TASK TO CARRY OUT =>
In the data below, find every line with the word "that" and copy it.

RECORDS PROVIDED =>
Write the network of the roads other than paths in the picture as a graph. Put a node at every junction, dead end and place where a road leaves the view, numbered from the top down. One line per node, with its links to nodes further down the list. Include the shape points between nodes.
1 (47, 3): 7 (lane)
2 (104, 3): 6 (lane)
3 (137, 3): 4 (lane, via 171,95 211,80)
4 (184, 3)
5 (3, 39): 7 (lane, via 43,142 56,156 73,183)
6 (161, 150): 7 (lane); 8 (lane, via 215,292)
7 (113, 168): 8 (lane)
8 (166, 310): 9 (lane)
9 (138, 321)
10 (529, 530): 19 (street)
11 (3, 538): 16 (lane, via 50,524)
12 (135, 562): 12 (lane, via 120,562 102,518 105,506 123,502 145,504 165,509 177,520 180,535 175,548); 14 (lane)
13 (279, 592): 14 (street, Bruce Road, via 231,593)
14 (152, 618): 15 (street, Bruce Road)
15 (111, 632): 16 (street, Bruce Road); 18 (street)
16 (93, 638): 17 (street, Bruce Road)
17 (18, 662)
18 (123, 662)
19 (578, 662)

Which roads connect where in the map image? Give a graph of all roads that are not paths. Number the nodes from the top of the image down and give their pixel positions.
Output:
---
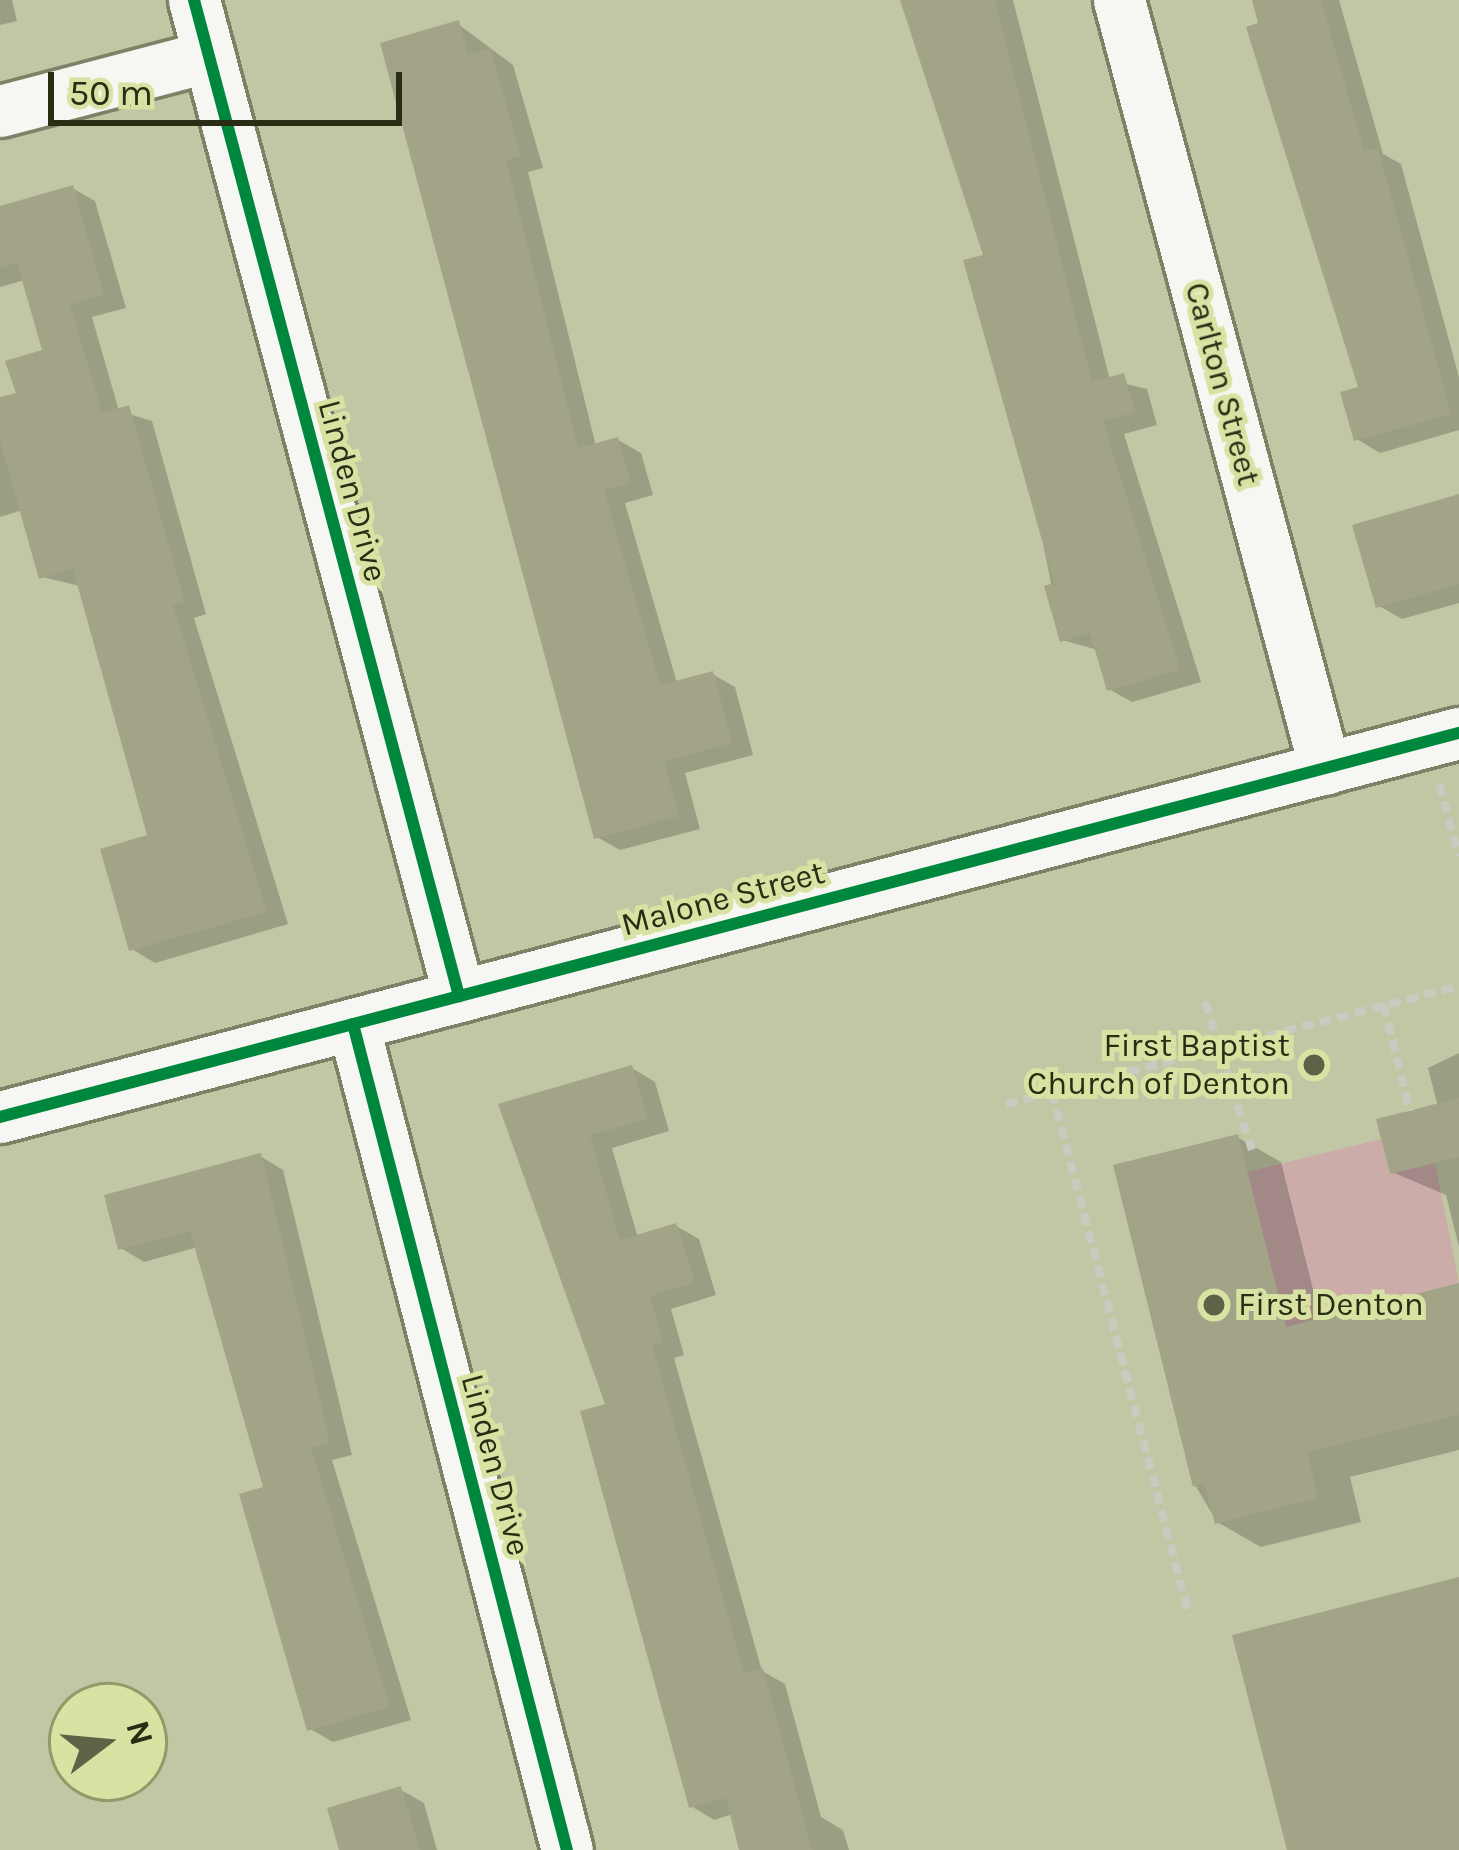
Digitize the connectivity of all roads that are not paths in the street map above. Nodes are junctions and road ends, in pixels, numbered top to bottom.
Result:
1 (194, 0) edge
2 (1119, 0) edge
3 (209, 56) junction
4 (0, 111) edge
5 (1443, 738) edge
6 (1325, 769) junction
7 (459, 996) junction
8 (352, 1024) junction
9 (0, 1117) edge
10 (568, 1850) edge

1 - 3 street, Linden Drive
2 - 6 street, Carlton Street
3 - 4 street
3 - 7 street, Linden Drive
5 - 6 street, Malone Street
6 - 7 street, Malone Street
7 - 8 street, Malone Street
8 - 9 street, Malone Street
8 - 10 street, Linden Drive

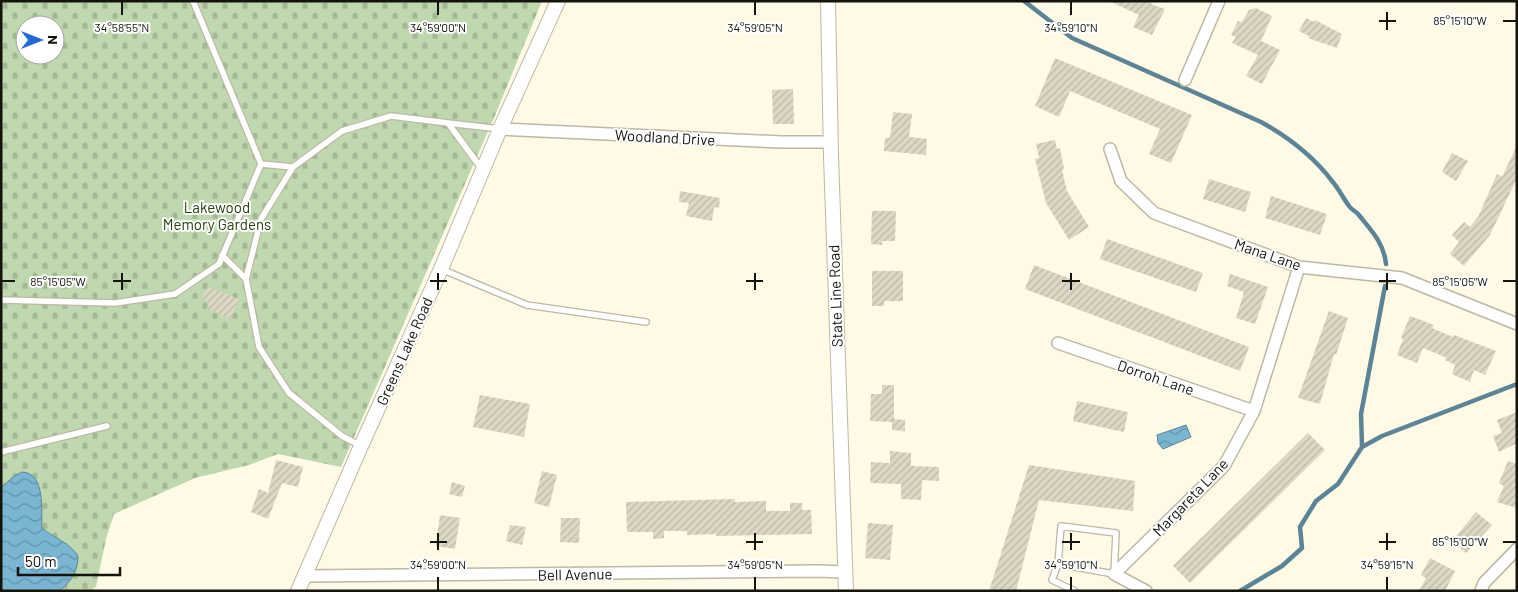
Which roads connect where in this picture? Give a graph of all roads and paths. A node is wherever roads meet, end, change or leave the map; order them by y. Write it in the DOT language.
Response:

EXERCISE OUTPUT =>
Which roads connect where in the map image? Give a graph of all roads that are not paths. Number the nodes from the top of the image down and give their pixel positions.
Digitize the connectivity of all roads that are not paths in the street map above. Nodes are junctions and road ends, in pixels, numbered top to bottom.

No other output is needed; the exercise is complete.